[Start of Attachment]
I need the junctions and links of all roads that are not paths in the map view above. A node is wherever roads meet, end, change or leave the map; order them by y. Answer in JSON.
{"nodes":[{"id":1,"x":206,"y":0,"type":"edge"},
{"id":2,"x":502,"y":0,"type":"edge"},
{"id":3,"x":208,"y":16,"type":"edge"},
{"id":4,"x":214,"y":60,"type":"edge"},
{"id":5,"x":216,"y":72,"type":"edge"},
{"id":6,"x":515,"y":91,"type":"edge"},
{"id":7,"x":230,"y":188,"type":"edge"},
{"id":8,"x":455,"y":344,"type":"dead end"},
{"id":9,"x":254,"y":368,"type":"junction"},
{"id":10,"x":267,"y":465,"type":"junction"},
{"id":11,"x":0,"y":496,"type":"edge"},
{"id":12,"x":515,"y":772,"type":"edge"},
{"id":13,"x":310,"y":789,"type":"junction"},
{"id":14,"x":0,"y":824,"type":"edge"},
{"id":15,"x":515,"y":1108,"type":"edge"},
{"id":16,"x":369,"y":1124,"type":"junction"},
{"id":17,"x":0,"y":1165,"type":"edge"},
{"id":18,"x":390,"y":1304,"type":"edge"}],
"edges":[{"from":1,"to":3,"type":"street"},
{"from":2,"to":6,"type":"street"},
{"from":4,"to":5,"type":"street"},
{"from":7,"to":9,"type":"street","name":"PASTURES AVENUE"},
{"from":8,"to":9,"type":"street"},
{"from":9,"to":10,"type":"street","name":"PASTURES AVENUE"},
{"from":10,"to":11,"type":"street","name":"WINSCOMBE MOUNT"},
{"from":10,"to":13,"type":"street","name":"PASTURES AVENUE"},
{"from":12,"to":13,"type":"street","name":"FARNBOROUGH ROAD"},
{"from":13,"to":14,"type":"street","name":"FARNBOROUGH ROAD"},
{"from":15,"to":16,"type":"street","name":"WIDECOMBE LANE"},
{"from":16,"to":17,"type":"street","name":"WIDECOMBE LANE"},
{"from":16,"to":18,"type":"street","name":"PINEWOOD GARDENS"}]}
[End of Attachment]
[Start of Attachment]
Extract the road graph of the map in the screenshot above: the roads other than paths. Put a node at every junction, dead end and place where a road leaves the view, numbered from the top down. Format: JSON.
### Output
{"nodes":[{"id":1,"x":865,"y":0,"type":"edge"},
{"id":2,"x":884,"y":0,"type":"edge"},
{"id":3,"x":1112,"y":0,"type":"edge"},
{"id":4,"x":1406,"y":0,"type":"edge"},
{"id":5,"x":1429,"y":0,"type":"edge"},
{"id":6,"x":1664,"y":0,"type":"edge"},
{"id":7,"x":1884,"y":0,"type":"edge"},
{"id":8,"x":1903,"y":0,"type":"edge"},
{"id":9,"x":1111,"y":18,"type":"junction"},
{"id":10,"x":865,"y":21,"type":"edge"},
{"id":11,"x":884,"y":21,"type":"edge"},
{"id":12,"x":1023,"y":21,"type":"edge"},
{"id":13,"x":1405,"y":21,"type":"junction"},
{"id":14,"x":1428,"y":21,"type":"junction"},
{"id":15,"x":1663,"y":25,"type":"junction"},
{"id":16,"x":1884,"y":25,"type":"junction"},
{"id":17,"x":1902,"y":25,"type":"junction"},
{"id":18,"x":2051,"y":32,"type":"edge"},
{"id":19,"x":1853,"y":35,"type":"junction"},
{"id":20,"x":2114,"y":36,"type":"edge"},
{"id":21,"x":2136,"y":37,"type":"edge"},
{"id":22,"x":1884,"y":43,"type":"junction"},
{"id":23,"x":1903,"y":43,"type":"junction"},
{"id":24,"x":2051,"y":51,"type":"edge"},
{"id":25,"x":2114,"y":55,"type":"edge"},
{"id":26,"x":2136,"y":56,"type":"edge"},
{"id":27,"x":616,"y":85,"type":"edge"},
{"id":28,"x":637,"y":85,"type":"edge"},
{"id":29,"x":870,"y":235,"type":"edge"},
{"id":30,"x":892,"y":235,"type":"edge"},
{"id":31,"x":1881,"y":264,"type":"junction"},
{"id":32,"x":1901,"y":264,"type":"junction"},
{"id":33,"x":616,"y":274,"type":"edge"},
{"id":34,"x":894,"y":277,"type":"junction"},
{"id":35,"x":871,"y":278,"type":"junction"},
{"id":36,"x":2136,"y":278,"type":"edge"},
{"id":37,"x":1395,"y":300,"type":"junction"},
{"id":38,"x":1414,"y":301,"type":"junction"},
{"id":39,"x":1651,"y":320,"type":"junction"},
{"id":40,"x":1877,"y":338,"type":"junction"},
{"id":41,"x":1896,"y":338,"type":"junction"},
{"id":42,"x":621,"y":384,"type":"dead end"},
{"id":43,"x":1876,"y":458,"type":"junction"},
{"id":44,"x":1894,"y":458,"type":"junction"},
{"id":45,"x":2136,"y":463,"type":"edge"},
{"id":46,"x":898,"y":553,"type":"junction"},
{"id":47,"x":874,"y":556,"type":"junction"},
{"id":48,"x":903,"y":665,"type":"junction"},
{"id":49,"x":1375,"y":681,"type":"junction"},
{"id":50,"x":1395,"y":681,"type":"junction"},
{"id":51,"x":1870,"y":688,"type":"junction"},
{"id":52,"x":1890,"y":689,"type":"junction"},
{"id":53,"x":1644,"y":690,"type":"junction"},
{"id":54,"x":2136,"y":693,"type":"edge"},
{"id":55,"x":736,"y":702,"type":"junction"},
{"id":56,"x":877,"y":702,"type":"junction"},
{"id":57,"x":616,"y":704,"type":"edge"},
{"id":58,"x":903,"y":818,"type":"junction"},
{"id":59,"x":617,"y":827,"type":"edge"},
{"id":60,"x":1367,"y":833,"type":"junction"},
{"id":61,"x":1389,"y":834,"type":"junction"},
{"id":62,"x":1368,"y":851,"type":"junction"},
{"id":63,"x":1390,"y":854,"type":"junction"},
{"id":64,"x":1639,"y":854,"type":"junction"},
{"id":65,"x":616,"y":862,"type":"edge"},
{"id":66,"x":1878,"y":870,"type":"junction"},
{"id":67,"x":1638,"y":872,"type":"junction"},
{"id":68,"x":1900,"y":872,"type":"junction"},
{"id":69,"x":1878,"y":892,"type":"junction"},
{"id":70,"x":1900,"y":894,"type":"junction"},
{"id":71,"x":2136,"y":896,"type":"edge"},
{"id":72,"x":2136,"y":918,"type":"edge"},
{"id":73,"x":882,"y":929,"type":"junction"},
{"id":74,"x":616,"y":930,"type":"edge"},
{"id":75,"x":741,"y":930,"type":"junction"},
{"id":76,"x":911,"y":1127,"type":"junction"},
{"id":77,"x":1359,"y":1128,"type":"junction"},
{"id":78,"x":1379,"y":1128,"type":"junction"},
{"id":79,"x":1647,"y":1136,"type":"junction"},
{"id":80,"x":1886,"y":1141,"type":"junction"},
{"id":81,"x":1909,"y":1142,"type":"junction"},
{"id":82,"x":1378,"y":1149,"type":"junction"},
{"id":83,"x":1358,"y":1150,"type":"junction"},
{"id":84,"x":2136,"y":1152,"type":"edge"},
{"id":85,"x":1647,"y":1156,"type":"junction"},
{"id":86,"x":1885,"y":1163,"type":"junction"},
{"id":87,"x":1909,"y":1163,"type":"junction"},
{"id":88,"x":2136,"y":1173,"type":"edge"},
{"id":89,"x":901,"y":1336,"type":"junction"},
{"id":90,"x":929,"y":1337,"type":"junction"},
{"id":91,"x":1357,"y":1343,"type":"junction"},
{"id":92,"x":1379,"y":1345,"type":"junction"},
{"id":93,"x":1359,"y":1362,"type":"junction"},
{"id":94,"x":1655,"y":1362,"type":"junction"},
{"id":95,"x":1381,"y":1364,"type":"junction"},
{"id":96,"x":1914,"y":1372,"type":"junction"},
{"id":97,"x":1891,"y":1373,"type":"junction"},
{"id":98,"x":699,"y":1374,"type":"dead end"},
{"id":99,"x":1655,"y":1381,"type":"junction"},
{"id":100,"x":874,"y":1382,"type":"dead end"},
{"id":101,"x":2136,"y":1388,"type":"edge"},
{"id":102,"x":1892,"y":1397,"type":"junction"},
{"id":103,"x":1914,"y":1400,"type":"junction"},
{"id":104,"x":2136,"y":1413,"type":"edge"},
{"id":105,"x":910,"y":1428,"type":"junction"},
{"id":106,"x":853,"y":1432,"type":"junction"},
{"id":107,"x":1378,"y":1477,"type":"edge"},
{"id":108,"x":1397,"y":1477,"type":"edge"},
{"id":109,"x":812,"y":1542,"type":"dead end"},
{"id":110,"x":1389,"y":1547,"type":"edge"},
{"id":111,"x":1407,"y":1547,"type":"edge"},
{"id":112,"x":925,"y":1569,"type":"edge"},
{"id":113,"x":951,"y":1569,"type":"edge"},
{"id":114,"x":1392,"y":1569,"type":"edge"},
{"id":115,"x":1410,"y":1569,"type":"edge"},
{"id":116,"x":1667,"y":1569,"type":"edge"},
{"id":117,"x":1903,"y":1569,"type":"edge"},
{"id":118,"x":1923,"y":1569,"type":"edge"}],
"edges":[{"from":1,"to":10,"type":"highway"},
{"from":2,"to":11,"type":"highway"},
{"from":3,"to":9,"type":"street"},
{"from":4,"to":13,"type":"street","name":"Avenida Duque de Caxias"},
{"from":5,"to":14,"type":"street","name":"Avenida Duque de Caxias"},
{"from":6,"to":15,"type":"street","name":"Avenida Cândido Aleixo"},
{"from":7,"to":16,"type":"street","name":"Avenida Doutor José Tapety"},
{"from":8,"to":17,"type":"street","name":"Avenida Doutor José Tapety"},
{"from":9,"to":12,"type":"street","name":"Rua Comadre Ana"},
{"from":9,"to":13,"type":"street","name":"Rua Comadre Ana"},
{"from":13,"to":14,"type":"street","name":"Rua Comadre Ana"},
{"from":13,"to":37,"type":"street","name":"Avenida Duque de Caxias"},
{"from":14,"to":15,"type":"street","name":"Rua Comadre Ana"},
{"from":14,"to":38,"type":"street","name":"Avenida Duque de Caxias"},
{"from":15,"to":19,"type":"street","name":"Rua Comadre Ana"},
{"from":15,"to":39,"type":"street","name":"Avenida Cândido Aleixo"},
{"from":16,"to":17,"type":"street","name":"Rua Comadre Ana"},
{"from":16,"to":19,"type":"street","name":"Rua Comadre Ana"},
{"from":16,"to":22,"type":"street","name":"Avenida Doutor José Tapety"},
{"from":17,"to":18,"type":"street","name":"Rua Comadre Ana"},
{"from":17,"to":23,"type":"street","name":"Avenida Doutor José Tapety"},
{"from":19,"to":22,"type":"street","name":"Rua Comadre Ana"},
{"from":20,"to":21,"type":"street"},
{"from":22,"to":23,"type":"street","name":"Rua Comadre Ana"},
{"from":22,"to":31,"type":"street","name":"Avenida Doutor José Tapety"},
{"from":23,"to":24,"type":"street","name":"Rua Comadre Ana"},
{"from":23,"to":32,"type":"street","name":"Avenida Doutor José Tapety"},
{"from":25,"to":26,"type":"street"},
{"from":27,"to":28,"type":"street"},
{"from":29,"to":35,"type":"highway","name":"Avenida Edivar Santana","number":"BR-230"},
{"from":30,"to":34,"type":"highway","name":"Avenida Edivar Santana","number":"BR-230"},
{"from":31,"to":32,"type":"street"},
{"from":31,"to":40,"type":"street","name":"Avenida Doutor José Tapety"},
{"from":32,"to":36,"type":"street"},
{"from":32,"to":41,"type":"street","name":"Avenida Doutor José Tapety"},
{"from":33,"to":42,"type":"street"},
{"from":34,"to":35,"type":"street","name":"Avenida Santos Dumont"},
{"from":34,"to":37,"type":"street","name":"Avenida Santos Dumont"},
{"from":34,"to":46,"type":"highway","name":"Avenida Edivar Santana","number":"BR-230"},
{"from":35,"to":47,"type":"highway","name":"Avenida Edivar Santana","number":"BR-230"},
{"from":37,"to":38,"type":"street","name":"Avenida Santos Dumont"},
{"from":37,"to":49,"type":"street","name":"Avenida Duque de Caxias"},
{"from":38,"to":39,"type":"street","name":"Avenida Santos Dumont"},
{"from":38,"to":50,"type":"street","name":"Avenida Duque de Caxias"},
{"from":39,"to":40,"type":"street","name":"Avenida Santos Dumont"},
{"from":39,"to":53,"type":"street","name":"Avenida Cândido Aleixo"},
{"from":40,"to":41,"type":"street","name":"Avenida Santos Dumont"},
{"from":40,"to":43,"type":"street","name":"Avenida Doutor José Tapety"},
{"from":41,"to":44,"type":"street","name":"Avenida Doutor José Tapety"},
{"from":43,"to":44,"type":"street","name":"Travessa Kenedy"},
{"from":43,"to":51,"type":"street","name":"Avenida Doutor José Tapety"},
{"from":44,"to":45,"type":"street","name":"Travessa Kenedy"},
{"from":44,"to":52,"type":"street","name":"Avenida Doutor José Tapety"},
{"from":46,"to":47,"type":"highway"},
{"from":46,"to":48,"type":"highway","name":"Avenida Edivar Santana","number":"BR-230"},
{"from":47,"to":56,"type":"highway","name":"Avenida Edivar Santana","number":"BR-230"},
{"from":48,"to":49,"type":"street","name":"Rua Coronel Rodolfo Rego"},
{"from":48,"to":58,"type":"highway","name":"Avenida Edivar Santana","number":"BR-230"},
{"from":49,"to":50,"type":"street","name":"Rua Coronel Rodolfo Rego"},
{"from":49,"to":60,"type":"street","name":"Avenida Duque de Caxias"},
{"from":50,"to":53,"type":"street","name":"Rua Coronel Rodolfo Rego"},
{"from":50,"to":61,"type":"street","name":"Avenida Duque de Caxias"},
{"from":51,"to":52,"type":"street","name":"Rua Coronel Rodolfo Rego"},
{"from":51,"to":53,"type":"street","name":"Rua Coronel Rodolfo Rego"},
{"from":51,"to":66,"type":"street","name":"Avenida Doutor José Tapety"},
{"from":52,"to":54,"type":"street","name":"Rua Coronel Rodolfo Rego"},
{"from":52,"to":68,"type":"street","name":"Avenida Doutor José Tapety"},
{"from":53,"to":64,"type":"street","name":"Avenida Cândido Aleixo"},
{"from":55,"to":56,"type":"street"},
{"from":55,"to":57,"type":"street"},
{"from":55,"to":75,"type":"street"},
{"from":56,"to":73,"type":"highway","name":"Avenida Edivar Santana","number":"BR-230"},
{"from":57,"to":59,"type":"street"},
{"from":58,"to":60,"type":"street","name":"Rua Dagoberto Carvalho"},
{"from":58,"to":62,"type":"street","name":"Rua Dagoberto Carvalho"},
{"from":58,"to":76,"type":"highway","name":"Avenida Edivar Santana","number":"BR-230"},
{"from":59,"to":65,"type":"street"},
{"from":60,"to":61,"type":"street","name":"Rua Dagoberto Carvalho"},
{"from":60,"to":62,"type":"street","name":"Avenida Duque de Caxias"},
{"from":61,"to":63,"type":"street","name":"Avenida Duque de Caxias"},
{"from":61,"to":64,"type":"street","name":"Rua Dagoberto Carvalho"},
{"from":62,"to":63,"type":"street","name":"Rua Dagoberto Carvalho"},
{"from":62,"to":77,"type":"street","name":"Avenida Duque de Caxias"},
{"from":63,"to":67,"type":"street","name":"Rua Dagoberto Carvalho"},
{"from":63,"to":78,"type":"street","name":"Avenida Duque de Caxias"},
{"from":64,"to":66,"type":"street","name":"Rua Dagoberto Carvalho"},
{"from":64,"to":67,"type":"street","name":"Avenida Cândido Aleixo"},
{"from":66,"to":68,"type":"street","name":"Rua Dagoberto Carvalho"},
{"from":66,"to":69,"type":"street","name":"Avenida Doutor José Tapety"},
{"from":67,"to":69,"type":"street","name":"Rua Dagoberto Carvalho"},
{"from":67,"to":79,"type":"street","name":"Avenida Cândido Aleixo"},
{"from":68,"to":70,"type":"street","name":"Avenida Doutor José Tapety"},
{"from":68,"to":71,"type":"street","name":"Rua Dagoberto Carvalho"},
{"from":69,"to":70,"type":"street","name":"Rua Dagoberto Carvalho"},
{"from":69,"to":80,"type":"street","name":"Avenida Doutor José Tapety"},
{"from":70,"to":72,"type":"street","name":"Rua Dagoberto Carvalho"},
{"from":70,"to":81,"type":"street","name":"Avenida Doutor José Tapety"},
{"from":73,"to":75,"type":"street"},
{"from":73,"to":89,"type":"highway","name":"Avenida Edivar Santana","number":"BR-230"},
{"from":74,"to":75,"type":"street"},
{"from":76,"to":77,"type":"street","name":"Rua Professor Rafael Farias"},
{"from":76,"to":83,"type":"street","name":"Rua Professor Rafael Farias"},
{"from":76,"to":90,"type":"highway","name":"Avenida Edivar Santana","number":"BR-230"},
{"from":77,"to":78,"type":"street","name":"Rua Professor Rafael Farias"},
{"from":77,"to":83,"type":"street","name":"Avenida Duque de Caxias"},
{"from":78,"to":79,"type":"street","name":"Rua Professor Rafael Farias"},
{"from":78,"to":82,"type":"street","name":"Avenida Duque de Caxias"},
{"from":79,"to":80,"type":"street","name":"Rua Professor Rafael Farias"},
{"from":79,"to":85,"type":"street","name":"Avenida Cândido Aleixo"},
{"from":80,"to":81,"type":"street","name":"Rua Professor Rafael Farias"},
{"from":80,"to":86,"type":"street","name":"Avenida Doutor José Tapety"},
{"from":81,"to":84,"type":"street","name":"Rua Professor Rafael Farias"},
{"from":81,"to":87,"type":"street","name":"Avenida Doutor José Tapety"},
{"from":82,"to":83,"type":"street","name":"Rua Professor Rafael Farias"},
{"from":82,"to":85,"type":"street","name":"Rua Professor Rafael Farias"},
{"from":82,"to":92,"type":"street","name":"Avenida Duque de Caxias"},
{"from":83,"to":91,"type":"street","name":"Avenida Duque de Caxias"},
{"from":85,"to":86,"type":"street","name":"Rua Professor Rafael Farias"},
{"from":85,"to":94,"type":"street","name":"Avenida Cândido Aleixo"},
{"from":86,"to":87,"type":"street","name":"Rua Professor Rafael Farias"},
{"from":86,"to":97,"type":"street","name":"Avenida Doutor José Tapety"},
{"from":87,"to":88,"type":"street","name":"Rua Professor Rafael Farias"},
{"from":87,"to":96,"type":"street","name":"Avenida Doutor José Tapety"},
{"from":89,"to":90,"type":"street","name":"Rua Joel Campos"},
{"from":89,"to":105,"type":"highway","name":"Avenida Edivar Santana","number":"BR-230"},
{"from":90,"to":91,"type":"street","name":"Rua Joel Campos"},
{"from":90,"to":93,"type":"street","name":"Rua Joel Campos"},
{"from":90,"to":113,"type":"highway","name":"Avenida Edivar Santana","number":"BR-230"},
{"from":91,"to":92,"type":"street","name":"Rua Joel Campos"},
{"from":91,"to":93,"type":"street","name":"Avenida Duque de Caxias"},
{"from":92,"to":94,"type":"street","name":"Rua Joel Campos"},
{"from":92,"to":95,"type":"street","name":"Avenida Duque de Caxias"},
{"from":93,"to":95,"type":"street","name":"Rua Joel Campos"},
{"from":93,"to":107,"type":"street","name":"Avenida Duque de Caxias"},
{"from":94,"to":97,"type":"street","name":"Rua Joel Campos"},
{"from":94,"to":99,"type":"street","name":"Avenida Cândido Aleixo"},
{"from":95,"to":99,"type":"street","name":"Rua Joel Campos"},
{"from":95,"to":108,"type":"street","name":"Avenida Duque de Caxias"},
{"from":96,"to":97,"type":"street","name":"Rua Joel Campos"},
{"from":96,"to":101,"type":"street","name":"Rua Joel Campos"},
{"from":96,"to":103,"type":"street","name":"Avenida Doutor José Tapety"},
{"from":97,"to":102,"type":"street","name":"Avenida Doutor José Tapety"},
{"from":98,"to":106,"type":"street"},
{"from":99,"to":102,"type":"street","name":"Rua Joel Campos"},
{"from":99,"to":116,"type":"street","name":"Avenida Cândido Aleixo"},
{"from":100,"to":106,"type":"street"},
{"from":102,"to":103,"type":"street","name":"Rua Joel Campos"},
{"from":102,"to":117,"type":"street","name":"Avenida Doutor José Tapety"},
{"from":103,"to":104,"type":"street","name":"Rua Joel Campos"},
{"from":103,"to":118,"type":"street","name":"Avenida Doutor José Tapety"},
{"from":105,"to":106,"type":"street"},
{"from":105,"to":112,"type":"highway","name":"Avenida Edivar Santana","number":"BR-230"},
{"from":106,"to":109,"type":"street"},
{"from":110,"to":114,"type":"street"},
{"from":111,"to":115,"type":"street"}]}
[End of Attachment]
* _Work order_:
All lines in the records above with "WIDECOMBE" need to be found and copied.

* _Finished task_:
{"from":15,"to":16,"type":"street","name":"WIDECOMBE LANE"},
{"from":16,"to":17,"type":"street","name":"WIDECOMBE LANE"},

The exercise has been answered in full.